His words rather unsettled me. I had been wondering all day what the mood was like out at the Hall. And since, when I left his cottage, I found myself close to the gates of the park, I decided to call in there.

It was the first time I had gone to the house without an invitation, and, as on the previous night, the rain was heavy and no one heard my car. I rang, then hurriedly let myself in, and was greeted by poor Gyp himself: he came out into the hall, barking half-heartedly, his claws tapping on the marble. He must have been aware somehow of the shadow of disaster he was under, for he seemed subdued and disconcerted, not at all like himself. He reminded me of a woman I’d once had the care of, an elderly schoolmistress whose mind began to fail her, so that she went wandering out of her house in her slippers and nightdress. For a second I thought to myself, Perhaps he
is
losing his wits. What did I really know about his temperament, after all? But when I squatted at his side and tugged at his ears he seemed very much his ordinary amiable self. He opened his mouth and his tongue showed, pink and healthy against his yellow-white teeth.

‘Here’s a to-do, Gyp,’ I said softly. ‘What were you thinking of, boy? Hey?’

‘Who’s there?’ I heard Mrs Ayres call, from further back in the house. Then she appeared, dim in the shadows, in one of her customary dark gowns and with a darker paisley shawl around her shoulders. ‘Dr Faraday,’ she said in surprise, drawing the shawl closer. Her heart-shaped face was pinched. ‘Is everything all right?’

I straightened up. ‘I was worried about you,’ I said, simply.

‘You were?’ Her expression softened. ‘How very kind of you. But come and get warm. It’s chill tonight, isn’t it?’

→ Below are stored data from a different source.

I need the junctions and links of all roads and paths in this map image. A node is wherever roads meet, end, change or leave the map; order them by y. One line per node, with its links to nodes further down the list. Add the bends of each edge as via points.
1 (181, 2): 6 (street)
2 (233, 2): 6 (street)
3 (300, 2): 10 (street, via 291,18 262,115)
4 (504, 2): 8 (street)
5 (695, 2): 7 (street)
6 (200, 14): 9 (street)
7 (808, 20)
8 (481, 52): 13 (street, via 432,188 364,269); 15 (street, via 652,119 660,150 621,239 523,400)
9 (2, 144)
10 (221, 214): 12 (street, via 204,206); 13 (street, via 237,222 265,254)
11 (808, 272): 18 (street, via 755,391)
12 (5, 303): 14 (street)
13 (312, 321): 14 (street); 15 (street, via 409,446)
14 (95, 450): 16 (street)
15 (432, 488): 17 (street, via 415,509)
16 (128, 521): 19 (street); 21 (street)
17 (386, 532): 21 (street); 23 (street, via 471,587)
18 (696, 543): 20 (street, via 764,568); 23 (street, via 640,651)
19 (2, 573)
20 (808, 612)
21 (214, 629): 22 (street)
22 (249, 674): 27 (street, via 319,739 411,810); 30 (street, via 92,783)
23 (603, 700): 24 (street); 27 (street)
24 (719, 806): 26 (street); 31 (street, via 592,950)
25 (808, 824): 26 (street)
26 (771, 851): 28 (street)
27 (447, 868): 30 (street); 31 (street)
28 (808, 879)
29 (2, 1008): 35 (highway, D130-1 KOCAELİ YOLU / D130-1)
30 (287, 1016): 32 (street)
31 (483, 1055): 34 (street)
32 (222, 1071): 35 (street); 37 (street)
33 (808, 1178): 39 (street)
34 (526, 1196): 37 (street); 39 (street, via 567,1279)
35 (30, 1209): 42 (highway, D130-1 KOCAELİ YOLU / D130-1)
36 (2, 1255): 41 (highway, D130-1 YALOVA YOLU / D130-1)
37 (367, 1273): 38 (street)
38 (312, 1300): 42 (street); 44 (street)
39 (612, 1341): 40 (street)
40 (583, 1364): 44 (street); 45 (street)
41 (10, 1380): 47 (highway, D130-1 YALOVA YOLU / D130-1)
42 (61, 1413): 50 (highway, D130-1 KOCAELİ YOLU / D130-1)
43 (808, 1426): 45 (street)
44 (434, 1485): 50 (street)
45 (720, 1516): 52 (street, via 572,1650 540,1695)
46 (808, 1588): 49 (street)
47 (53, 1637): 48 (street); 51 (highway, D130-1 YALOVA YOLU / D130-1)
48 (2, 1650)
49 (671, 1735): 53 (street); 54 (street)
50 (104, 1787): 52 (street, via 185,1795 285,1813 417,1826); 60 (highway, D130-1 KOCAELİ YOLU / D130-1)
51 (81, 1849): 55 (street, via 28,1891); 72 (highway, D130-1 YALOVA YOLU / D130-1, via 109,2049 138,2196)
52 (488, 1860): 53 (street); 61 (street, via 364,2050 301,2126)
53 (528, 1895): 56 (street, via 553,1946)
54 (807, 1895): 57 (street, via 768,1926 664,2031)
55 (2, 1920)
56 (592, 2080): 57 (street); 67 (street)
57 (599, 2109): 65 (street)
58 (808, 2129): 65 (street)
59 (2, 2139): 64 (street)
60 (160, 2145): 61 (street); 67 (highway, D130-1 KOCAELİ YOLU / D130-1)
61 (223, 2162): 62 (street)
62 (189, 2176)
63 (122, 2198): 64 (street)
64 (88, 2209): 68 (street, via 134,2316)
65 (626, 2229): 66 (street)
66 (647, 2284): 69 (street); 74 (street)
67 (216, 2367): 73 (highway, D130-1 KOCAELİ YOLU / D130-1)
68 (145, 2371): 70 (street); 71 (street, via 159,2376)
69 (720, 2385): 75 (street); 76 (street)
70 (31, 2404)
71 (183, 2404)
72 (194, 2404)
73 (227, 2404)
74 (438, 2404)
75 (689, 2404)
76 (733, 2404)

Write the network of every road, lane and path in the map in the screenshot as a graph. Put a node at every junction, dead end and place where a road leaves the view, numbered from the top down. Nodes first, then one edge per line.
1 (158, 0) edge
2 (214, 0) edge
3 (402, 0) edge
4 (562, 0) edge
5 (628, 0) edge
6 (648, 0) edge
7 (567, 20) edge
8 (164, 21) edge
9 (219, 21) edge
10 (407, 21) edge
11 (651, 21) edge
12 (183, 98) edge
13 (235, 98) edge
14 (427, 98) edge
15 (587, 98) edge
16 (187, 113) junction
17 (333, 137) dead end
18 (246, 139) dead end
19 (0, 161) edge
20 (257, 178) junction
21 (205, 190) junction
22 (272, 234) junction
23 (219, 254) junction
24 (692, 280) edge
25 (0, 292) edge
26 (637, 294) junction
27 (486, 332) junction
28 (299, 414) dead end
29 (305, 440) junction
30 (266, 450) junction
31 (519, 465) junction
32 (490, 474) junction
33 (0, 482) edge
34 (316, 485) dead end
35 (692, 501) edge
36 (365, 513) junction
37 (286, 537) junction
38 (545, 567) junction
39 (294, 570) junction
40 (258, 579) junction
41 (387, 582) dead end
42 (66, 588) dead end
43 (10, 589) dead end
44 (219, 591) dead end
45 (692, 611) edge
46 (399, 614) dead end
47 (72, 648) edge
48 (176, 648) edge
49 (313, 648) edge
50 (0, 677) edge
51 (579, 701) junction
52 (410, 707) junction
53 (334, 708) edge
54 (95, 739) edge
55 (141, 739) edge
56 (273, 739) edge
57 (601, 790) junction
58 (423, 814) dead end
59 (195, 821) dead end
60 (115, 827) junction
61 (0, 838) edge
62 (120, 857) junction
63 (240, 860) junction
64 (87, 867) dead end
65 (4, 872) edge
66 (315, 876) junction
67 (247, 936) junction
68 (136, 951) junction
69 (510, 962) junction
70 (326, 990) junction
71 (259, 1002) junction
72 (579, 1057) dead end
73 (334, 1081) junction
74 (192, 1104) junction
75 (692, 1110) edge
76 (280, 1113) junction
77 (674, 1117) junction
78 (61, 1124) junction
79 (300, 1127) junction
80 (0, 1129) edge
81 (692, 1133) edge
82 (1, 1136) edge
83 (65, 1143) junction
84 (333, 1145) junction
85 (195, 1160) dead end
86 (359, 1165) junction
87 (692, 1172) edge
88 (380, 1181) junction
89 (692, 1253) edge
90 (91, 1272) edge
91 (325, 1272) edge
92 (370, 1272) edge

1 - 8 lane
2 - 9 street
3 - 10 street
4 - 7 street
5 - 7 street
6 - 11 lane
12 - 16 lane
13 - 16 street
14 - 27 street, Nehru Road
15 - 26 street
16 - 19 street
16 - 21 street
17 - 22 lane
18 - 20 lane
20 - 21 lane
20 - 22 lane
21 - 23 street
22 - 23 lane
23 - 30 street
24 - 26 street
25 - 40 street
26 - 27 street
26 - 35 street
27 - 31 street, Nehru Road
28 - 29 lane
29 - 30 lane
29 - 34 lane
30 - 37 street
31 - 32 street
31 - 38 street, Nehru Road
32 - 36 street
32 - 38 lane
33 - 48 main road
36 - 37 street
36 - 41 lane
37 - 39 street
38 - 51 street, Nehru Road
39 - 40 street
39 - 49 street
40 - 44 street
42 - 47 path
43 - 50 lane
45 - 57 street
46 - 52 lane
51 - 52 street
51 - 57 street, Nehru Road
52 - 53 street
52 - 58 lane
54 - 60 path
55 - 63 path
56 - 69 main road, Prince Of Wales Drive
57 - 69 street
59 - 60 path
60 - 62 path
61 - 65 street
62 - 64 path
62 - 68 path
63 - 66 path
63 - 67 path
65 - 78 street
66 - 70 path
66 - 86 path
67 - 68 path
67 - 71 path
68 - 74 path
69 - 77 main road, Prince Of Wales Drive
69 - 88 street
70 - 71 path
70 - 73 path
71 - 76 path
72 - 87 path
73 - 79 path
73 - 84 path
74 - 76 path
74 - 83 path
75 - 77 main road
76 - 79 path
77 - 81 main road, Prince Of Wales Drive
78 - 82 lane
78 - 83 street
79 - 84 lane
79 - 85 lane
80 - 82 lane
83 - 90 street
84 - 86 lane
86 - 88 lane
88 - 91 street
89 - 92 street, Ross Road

It wasn’t really so very cold, but it seemed to me, as I followed her back to the little parlour, that the house, like the season, had undergone some slight but definite shift. The high-ceilinged passage, which had been wonderfully cool and airy throughout the long summer, now had a feel of damp about it, after just two days of rain. In the little parlour itself the curtains were drawn across the windows, a crackling fire of sticks and fir cones was burning in the grate, and the fireside chairs and the sofa had been pulled up to the hearth; but the effect, somehow, was not quite cosy, more as if the seats formed an island of light and warmth with an expanse of worn carpet and pools of shadow just beyond. Mrs Ayres had obviously been sitting in one of the chairs, and in the other, facing me as I went in, sat Roderick. I had seen him only the week before, but his appearance now startled me. He was dressed in one of his bulky old Air Force sweaters, and his hair, like mine, was newly cut; with the wide wing chair behind his head he looked slender as a ghost. He saw me come in, and seemed to frown; after a fractional delay he gripped the arms of the chair as if to rise and give it up to me. I waved him down, and went over to join Caroline on the sofa. Gyp came and lowered himself onto the rug at my feet, giving, as he did it, one of those expressive doggy groans that sound so startlingly human.

No one had spoken, not even to greet me. Caroline was sitting with her legs drawn up, looking tense and unhappy, picking at the seam of woollen stocking across her toes. Roderick, with jerky, nervous movements, began to roll himself a cigarette. Mrs Ayres rearranged the shawl across her shoulders and said, as she sat, ‘We’ve all been rather at sixes and sevens today, Dr Faraday, as I expect you can imagine. You’ve been to Standish? Do tell me, how’s the child?’